▶ **Try it**
Within the records, how many lines hold the word "roads"? State that number alone.

*** The data ***

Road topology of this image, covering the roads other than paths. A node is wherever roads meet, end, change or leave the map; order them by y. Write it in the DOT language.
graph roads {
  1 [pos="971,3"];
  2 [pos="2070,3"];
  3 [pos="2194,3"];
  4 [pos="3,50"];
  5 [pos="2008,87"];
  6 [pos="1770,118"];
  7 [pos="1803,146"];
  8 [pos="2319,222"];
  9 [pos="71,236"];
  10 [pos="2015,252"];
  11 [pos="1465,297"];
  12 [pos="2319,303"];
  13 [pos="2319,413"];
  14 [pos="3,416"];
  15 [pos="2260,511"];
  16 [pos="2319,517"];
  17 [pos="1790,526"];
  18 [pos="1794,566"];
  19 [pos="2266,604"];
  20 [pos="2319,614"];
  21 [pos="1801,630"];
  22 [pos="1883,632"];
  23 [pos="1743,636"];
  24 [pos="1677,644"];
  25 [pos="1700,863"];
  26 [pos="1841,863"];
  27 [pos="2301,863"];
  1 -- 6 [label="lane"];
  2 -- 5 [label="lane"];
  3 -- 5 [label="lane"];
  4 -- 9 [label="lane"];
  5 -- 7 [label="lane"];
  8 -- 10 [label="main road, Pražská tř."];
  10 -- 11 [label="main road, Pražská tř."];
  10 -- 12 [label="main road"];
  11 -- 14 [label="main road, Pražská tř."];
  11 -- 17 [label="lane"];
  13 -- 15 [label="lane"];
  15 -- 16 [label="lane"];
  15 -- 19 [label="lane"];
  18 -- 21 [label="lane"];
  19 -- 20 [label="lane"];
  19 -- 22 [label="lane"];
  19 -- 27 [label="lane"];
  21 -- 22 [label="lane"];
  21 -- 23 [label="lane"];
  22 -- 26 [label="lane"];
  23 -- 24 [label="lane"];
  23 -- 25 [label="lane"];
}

*** End of The data ***

▶ **Response**
2